START Material provided
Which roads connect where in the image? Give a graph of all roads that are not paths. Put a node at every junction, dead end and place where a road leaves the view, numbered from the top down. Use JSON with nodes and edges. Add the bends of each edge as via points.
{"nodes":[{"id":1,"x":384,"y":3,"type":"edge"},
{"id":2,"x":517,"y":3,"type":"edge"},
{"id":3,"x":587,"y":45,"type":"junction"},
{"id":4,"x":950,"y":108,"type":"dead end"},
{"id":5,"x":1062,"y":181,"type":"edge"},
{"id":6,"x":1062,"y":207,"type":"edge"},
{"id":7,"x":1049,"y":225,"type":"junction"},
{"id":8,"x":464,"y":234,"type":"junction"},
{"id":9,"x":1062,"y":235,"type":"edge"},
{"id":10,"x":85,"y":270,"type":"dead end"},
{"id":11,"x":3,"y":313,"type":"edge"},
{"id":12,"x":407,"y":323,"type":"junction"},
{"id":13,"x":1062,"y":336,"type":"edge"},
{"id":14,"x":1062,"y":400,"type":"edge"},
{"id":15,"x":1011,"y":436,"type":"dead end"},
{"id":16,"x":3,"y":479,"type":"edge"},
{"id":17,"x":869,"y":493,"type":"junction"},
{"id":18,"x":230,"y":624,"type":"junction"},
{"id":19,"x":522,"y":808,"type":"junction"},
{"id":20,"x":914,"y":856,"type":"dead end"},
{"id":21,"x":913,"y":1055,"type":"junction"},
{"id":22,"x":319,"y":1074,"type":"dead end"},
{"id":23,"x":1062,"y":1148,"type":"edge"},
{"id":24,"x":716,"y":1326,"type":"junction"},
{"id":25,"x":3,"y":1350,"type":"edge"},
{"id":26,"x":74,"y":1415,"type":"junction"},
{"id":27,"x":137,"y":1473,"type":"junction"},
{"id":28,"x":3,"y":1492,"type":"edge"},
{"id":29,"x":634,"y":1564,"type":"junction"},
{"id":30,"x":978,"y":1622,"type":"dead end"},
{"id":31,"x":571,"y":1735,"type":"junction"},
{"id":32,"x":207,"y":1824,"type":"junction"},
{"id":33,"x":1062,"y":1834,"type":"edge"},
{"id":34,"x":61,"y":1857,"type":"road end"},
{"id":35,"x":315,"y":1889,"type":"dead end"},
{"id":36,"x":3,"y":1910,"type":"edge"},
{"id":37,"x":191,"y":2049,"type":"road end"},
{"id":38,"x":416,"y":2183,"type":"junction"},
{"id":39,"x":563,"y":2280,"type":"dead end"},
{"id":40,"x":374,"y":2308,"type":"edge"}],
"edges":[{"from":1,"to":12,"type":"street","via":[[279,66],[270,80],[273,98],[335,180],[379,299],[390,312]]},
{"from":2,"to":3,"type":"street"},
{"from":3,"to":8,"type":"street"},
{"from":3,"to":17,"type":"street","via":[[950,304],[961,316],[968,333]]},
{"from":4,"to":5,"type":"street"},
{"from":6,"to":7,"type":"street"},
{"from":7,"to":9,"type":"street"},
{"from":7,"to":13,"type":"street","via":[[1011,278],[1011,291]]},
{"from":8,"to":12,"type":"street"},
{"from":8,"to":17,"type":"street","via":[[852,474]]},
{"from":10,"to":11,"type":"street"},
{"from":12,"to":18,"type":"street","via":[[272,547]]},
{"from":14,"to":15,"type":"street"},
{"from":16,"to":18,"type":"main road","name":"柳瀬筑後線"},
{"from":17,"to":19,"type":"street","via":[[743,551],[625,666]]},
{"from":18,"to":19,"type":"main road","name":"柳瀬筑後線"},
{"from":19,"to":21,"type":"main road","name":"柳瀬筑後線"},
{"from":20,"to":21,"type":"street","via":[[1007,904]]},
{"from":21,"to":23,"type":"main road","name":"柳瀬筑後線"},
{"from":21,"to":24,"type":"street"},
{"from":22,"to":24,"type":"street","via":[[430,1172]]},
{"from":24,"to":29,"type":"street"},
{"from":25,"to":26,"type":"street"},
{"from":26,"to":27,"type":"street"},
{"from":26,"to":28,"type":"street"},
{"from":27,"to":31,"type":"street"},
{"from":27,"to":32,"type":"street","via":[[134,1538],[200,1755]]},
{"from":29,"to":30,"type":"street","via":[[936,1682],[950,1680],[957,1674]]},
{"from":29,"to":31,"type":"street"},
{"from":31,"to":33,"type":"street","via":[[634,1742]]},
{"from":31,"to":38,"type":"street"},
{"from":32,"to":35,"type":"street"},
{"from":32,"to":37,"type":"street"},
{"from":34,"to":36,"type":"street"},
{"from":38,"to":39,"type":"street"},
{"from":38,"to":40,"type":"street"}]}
END Material provided
Exercise aim :: Filter the records above for lines with "nodes".

Exercise response ::
Which roads connect where in the image? Give a graph of all roads that are not paths. Put a node at every junction, dead end and place where a road leaves the view, numbered from the top down. Use JSON with nodes and edges. Add the bends of each edge as via points.
{"nodes":[{"id":1,"x":384,"y":3,"type":"edge"},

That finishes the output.